И когда только у них прописи кончаются? В октябре, ноябре?
В этом году не получилось к ним в Свердловск съездить – весь отпуск на ремонт ушел, а сентябрь пришлось просидеть дома – за матушкой после сердечной операции присматривал, сына в садик устраивал. (Младшенький – от Юльки, второй жены, здесь его почему-то не принимают). Да Кольке там и лучше будет, у бабушки-то, тут за ним – никакого присмотра, одна нервотрепка…
Приехав в Москву утренним поездом последнего дня сентября, Валера почувствовал себя таким усталым, что рухнул на общажную кровать и проспал до обеда.
К вечеру, простирнув дорожную одежду и вымыв полы, с мокрыми после душа волосами, он занялся настройкой телевизора.
Дело в том, что через несколько минут должны были передавать прямую трансляцию игры наших с Израилем, а видимость – то ли из-за дождя, то ли из-за плохонькой антенны, то ли из-за чего-то еще – приближалась к нулевой, и обиднее всего было то, что комната у Валеры особенная – с видом на Останкинскую башню. Слышно замечательно, но вот изображение… Раньше бы с телевизором можно было как-нибудь разобраться, но сейчас уже некогда терять время.
Сообразив, что проще придвинуть саму Останкинскую башню, чем уговорить ящик не блажить, уложил телевизор на бок – там, видать, отошел какой-то контакт – почему-то на боку он показывал намного лучше.
…И когда только Юлька успела ему шею свернуть? Уезжал – все нормально работало, как раз после ремонта… Ну, сейчас с нее не спросишь – уехала на неделю к своим: отца на скорой увезли, но вроде все обошлось, сегодня звонила…
А телевизор теперь придется смотреть с кровати, тоже лежа на боку.
Вдруг кто-то ни за что ни про что вбухал в дверь три мощнейших удара, отчего щеколда резко задребезжала.
И чего они стучат, будто началась третья мировая?
Вполголоса матеря любителей вечерней пьянки из пятьсот тридцать второй, которым вечно не хватает стульев, Валера направился к двери, поскрипывая елочками светлых паркетин.
Правда, вместо шатающегося от вечного опохмела Володьки с играющей на свету лысиной и хохлацкими усами, на пороге образовались два слегка подмокших мента – упитанный лейтенант с яростно курчавящимися волосами да какой-то неприметный сержантик.
Почти в один голос они гаркнули: «Проверка паспортного режима!» и, воспользовавшись гостеприимно распахнутой дверью, протопали сразу шага три в мокрых ботинках; причем лейтенант, у которого волосы вились скорее от природы, чем от дождя, бегло глянул на часы и уставился в телевизор, склонив голову набок.
Второго проверяющего тоже привлекло резкое мерцание экрана, но из-за валериной спины он не мог ничего разглядеть, поэтому занялся паспортом.
Что до паспорта, то он у Валеры, конечно, был, но вот регистрационного листочка в нем не обнаружилось.
Пока Валера объяснял, что приехал сегодня, а паспортистка будет только завтра, реклама как раз кончилась, и кучерявый лейтенант, выступив
из двух лужиц, сделал полшага к телевизору и прислонился к косяку.
Тем временем сержантик, которому из-за напарника даже краешка экрана не было видно, недовольно заметил, что прописываться положено с первого сентября, а не с первого октября, и что процедура регистрации занимает всего две недели…
Валера, раздосадованный уверенным тоном сержантика, не стал объяснять, что без паспорта даже билета в свою секретку-запретку не купить, не говоря уж о том, что в прошлом году регистрация заняла полгода, весьма некстати наложившись на очередную эпидемию гриппа.

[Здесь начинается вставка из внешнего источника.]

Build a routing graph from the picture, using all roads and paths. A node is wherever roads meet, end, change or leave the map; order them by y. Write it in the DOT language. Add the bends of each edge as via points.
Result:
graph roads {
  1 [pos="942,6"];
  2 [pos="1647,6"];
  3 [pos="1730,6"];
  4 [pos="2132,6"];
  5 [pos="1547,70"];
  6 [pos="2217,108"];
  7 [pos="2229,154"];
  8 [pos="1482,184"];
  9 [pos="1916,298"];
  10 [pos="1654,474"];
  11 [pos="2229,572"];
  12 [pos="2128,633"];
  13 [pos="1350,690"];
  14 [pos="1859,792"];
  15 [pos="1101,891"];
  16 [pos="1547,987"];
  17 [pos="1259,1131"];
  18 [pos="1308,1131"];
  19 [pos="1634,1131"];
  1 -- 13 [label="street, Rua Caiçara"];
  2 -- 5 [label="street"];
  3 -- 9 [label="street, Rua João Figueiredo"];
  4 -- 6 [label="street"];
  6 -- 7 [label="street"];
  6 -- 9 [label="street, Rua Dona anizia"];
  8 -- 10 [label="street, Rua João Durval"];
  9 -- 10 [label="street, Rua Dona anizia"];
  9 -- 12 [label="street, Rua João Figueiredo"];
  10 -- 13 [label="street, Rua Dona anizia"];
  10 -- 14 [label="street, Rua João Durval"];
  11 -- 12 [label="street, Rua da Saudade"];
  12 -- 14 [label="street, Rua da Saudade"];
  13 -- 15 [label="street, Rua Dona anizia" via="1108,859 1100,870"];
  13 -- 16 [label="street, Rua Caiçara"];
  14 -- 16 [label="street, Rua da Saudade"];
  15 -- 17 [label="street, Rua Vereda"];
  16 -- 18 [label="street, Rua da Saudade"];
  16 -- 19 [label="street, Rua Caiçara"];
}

В ответ на сержантов монолог он лишь ответил, что не успел, «так получилось», но обязательно займется завтра.
Сержанту уже не впервой было доводить прописные истины до сведения незарегистрированных граждан, но почему-то сейчас он заметно нервничал: зачем-то листал паспорт, переминался с ноги на ногу в двух своих аккуратных лужицах, прислушиваясь к каждому слову комментатора и внутренне досадуя на сопение напарника, скрип паркетин, длинную фигуру Валеры, оконтуренную штрихами экранных вспышек.
Словно очнувшись, сержантик спросил студенческий – видно, втайне надеясь, что Валера отойдет и можно будет глянуть хоть краем глаза.
Валера отошел, пошарил в столе, быстро вернулся на то же место, стараясь не наступить ни в одну из лужиц босыми (любил ходить босиком по чистому полу) ногами, обреченно повернулся лицом – к сержанту, спиной – к телевизору. Ему хотелось надеяться, что после первой же рекламы проверяющие, наконец, уйдут, и остальное можно будет спокойно досмотреть.